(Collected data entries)
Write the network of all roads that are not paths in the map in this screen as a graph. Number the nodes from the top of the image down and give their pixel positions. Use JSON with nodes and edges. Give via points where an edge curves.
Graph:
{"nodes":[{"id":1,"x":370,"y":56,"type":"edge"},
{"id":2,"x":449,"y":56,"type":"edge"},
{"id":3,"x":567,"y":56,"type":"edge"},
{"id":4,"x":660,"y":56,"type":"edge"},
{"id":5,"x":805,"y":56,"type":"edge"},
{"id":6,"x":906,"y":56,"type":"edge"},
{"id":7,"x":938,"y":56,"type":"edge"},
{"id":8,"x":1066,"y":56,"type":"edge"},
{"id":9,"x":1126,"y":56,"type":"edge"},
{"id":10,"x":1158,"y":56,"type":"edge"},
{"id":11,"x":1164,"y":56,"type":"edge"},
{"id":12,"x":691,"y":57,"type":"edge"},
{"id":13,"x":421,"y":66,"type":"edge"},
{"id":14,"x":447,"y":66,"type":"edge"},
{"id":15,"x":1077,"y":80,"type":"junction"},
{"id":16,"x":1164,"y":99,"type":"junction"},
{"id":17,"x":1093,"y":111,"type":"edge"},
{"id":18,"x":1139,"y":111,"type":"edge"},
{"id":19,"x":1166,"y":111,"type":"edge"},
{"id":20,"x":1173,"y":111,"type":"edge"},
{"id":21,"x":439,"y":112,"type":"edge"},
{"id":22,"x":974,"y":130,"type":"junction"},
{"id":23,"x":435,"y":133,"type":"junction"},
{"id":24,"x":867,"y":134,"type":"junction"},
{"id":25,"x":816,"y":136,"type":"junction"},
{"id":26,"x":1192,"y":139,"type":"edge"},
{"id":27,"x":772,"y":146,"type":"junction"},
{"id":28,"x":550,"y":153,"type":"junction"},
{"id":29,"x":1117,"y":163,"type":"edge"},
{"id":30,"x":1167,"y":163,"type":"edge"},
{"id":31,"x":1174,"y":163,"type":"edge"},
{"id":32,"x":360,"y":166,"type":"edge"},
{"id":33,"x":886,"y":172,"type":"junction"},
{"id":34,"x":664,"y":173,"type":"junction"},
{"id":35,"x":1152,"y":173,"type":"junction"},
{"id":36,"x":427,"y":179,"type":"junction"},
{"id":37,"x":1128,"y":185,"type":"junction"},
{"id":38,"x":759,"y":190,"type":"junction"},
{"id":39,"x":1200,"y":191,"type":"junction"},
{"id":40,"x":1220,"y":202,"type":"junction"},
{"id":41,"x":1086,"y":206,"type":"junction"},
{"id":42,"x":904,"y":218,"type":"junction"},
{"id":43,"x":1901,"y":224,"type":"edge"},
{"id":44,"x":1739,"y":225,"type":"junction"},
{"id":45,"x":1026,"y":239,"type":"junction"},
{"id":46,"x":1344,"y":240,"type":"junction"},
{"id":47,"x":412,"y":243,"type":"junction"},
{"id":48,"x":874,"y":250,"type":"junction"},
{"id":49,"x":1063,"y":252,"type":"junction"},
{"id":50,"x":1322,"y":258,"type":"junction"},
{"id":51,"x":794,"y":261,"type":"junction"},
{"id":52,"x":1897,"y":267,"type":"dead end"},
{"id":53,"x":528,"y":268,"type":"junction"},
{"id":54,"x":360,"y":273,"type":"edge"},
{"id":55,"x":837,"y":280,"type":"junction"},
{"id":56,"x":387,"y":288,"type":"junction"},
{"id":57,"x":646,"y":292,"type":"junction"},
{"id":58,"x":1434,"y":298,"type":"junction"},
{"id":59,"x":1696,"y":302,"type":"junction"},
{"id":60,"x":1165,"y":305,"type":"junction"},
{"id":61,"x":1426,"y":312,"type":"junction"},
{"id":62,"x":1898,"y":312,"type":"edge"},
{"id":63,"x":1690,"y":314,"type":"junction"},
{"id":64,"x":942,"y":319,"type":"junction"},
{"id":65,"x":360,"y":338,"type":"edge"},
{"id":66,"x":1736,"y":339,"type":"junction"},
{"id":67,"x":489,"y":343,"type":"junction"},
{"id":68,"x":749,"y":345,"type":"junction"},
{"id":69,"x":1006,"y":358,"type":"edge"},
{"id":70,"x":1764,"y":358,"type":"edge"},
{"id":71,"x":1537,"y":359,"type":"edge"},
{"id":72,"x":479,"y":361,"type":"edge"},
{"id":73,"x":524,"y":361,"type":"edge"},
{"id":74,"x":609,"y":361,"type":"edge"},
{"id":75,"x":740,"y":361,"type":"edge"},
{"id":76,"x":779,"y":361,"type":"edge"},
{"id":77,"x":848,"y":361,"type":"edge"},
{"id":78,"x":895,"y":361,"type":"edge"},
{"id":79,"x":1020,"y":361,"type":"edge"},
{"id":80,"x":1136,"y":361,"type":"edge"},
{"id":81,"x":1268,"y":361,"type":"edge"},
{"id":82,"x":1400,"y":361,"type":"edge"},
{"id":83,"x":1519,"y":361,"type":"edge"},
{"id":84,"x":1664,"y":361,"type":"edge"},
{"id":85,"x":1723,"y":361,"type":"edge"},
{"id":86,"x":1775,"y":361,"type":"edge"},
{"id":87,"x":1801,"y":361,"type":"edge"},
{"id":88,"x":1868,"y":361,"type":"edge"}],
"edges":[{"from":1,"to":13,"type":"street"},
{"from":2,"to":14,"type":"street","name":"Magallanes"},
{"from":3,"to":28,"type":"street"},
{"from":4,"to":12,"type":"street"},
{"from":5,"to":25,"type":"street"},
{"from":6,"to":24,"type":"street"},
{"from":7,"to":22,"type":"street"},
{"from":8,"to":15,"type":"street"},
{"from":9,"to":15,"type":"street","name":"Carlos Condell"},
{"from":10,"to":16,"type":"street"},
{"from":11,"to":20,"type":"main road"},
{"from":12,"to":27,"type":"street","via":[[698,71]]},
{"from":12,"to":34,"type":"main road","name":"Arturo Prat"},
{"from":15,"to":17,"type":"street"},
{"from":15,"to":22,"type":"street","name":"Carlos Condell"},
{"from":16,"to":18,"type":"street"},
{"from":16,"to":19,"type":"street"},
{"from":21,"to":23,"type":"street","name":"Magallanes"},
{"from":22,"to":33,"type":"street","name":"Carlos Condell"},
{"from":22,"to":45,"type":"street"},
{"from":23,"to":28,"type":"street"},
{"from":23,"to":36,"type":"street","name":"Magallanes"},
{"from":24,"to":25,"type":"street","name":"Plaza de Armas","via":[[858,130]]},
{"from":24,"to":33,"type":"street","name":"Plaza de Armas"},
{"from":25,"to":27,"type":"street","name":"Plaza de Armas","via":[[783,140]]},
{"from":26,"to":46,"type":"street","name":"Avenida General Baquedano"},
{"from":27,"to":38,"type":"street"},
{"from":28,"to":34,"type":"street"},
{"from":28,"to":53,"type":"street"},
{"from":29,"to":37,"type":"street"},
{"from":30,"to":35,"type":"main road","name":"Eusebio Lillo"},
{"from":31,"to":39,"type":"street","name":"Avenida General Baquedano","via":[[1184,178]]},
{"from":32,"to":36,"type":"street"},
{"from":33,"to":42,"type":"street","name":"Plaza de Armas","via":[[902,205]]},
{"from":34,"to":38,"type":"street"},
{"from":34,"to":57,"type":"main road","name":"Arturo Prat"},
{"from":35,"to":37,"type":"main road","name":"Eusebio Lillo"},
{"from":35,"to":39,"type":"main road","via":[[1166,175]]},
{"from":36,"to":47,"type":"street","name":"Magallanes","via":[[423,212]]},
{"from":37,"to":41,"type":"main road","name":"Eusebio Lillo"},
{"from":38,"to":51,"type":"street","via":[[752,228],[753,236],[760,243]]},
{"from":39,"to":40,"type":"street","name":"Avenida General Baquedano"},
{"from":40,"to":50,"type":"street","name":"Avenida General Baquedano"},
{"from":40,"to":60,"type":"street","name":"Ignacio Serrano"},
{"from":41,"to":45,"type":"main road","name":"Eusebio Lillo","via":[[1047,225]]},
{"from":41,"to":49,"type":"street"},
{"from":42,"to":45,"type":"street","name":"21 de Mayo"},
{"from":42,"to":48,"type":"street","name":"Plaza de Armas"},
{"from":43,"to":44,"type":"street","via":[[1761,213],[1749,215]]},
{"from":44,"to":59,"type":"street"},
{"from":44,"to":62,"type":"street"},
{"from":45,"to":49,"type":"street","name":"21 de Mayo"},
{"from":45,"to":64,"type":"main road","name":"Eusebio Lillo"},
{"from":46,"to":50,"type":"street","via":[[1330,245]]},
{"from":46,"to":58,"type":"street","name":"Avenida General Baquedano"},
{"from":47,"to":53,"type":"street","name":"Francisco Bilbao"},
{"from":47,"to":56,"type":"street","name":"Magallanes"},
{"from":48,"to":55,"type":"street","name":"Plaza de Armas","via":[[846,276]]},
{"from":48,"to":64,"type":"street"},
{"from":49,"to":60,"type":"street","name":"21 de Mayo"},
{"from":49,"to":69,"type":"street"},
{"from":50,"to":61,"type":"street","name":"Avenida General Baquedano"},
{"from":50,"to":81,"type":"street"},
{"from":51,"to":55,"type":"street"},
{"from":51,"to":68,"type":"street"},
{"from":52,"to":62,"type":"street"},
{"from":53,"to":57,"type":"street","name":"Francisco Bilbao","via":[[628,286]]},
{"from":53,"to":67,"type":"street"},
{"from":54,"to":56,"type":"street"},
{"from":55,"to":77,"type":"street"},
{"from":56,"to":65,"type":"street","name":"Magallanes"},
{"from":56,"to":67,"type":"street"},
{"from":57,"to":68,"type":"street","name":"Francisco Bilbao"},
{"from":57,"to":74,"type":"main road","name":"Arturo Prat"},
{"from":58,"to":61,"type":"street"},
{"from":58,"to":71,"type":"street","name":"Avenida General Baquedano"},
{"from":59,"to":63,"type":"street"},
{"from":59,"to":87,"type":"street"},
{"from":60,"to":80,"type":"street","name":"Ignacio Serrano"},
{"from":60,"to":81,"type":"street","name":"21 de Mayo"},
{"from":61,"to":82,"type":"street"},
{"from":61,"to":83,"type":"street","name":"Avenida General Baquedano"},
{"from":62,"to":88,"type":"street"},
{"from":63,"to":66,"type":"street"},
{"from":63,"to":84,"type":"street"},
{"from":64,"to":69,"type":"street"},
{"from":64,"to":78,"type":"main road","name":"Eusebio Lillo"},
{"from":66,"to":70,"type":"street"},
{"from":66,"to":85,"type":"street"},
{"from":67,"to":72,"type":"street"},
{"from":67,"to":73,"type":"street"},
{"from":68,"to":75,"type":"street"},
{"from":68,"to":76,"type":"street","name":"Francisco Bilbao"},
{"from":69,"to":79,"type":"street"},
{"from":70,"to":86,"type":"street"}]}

→ Your instructions:
Count the lines of the entries above in which the string "Mayo" appears. Supply the number only.

→ Expected answer:
4